What you will do:
In the records below, count the lines that have "edges" and answer with the number alone.

[Stored data entries]
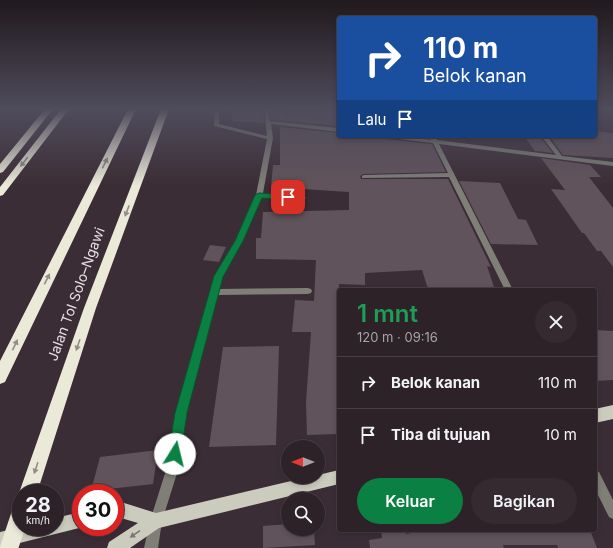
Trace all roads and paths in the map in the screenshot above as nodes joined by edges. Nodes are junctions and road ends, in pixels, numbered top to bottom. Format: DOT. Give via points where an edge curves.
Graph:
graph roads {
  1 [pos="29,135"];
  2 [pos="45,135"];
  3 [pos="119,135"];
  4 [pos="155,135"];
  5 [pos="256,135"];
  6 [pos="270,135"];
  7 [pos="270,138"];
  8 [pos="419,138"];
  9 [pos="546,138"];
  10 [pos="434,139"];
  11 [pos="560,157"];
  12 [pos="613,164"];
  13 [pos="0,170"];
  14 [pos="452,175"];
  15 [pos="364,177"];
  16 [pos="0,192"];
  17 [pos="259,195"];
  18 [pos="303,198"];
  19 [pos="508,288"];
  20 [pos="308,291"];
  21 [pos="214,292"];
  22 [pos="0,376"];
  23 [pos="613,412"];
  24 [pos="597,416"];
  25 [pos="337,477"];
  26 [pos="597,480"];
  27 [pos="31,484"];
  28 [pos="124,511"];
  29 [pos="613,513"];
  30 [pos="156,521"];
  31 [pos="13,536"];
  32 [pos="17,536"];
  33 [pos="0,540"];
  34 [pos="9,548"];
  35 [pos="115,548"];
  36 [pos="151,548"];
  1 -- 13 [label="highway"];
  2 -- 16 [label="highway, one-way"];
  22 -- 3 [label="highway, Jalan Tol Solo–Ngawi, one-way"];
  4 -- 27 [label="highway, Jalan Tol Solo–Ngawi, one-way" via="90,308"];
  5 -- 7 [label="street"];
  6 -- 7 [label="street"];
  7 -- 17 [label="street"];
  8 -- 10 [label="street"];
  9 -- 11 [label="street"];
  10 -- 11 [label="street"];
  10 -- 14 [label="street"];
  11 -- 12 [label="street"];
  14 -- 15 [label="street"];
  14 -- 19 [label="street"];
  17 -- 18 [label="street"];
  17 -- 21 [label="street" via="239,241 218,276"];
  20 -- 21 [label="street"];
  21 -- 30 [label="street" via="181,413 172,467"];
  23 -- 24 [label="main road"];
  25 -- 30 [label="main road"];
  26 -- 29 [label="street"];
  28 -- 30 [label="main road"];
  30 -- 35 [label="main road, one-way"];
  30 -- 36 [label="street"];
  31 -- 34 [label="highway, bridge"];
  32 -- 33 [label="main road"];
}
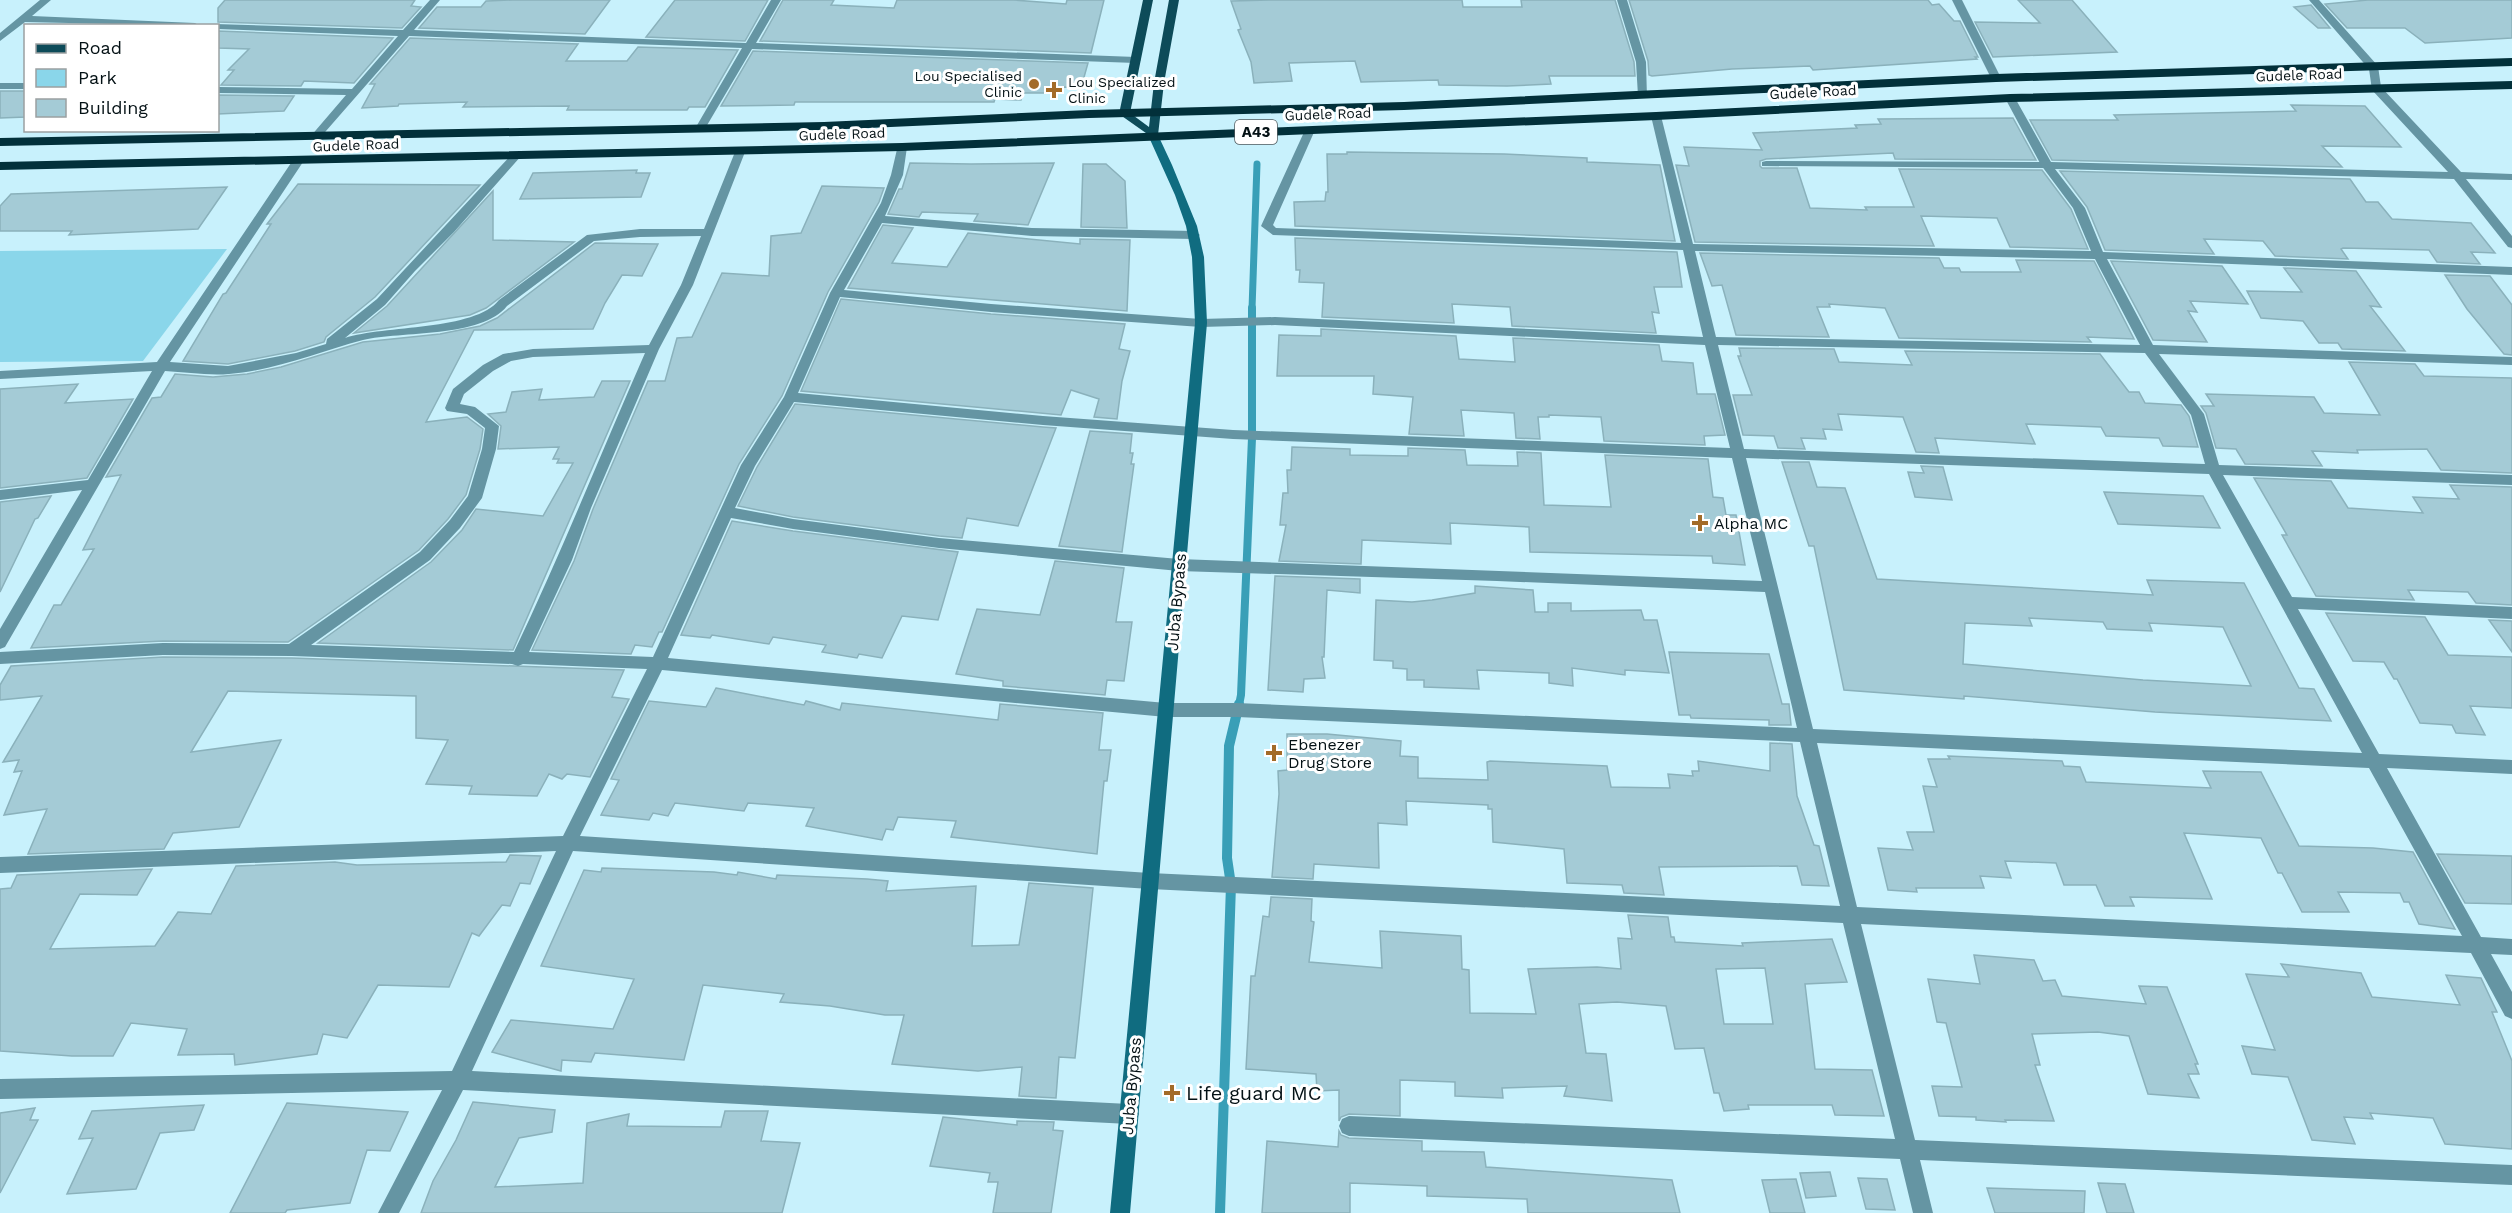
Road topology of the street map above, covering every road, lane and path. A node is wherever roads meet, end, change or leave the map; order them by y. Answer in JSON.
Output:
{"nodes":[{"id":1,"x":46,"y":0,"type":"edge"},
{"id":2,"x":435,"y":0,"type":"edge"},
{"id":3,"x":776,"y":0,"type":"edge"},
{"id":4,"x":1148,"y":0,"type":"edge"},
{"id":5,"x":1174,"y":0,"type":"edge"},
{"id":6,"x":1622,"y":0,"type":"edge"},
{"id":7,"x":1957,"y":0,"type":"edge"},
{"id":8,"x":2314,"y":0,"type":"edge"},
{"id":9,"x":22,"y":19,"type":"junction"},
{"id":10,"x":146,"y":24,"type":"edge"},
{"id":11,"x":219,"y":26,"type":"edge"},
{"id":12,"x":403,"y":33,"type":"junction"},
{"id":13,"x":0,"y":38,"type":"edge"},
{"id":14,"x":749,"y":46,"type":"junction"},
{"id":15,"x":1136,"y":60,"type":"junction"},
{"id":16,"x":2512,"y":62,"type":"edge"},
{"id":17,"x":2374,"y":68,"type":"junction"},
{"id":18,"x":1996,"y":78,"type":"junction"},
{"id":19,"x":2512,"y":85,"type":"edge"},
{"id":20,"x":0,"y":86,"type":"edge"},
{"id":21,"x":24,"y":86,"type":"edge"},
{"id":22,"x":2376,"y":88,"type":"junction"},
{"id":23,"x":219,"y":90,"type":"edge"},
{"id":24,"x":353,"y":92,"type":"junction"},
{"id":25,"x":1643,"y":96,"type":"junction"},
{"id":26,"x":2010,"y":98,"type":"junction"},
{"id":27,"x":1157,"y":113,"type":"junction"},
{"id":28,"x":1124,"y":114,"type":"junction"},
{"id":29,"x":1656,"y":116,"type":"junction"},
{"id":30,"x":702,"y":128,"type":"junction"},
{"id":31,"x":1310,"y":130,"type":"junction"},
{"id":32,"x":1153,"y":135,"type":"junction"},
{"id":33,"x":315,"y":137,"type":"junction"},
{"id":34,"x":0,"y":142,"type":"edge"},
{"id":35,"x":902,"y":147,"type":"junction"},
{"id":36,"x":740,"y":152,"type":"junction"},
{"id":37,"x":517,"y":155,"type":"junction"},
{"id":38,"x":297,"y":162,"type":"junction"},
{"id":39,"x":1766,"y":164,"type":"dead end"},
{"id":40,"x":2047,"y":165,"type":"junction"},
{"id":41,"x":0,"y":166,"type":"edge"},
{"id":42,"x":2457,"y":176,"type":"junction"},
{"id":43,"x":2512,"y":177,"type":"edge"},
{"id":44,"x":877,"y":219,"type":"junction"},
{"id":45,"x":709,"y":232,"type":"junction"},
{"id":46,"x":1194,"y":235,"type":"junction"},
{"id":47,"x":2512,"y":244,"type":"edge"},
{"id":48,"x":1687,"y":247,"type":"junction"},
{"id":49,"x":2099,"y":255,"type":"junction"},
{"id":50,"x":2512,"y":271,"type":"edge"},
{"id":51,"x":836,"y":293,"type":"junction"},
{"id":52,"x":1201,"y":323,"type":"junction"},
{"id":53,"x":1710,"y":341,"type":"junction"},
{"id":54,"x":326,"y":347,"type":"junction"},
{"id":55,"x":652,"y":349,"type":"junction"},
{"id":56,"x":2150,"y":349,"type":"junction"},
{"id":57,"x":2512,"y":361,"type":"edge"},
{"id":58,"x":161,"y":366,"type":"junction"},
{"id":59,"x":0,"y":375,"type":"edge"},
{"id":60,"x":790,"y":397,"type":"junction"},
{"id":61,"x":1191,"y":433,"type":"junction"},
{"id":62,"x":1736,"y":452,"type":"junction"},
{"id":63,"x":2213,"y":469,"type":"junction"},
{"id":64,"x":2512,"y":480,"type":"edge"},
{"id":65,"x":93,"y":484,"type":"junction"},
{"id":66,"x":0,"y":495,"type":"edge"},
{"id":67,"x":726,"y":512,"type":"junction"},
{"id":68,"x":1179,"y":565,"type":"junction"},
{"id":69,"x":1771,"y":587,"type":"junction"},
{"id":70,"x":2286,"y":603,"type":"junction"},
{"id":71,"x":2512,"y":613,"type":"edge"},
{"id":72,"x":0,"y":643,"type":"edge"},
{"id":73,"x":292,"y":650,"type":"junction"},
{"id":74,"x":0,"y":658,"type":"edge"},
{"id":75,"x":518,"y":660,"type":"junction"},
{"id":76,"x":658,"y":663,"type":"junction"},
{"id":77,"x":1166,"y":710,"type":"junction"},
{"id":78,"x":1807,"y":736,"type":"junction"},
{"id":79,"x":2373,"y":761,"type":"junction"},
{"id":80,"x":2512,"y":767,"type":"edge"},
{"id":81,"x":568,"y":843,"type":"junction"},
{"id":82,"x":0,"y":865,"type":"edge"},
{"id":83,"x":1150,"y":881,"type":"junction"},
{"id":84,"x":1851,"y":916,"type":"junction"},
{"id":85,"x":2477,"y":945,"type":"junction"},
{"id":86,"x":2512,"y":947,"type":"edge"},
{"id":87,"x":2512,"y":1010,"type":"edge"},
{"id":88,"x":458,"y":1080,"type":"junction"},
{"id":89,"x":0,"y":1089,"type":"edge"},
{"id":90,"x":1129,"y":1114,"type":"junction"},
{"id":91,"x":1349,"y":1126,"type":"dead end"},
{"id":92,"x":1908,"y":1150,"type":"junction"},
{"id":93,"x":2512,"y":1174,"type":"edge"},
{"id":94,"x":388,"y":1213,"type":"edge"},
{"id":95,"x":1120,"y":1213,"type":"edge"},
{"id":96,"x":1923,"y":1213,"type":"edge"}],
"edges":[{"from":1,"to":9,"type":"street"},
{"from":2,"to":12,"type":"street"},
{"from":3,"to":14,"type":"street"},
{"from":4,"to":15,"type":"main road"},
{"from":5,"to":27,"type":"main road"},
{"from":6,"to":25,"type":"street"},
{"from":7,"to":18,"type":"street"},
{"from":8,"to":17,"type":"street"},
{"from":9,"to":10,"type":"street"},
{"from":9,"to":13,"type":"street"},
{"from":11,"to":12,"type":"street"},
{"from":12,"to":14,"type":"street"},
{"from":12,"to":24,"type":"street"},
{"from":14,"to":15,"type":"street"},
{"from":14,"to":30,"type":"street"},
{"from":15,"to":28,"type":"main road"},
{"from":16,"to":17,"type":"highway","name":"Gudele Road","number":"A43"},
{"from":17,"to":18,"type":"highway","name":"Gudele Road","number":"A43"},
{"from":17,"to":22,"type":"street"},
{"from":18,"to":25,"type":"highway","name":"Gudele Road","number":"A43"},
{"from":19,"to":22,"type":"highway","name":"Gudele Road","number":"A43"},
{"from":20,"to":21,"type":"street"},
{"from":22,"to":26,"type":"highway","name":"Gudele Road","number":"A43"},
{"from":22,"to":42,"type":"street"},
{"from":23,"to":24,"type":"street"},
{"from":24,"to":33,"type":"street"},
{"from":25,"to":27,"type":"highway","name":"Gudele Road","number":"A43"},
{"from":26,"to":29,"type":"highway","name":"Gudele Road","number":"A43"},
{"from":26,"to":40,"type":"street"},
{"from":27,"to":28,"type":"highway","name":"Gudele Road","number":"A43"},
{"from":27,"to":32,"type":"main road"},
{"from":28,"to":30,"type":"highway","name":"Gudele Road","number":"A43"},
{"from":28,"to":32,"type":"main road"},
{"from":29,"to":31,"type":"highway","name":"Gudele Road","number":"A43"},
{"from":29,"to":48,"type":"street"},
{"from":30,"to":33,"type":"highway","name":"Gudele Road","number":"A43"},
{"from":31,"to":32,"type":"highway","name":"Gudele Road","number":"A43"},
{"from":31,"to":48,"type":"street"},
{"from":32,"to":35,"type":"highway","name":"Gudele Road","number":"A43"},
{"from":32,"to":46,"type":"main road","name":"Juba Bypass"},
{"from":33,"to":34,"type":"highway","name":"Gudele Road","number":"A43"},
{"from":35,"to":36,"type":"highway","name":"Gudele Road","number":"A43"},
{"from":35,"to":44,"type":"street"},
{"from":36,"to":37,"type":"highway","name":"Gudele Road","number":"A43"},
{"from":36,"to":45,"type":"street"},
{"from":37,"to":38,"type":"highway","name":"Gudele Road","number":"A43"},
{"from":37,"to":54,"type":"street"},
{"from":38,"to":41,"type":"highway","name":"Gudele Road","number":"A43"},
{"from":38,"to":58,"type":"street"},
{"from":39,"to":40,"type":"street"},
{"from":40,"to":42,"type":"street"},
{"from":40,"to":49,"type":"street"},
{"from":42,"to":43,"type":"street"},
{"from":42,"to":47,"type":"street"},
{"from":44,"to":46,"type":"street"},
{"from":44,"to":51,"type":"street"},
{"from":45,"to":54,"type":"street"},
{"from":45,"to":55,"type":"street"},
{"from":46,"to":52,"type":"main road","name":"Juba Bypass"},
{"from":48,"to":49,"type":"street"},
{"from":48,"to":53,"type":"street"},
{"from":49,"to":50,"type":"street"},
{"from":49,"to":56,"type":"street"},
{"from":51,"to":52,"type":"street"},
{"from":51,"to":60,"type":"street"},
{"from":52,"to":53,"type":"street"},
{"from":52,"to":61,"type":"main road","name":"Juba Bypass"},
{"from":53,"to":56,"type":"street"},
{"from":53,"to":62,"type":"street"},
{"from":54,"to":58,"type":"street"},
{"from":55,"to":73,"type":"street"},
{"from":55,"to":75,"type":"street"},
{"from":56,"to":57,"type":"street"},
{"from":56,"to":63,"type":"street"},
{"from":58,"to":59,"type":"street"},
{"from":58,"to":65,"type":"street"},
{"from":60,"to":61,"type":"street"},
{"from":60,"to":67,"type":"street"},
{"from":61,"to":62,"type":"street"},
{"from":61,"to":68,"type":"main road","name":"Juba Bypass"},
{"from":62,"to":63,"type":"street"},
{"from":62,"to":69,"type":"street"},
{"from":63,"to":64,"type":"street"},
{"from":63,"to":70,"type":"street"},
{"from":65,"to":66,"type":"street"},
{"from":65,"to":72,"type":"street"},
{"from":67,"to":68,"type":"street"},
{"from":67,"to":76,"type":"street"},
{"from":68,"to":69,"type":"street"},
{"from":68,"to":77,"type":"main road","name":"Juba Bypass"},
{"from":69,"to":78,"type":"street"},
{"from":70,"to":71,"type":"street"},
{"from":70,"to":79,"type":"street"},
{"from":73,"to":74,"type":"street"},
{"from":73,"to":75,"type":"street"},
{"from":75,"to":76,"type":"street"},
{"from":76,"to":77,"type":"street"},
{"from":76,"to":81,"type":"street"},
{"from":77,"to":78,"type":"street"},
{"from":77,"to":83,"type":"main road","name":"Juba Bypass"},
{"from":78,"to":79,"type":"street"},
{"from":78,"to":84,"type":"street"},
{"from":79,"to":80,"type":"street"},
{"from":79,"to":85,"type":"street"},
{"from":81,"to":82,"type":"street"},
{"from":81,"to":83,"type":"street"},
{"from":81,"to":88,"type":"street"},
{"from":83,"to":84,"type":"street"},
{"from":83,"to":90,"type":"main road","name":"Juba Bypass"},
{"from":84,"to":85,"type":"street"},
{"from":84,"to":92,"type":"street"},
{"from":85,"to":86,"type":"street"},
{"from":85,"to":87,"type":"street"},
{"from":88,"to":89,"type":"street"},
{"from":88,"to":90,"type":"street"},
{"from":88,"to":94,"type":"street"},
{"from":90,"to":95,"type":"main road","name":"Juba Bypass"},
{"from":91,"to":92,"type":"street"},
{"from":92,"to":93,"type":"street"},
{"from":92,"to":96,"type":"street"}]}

Written response:
2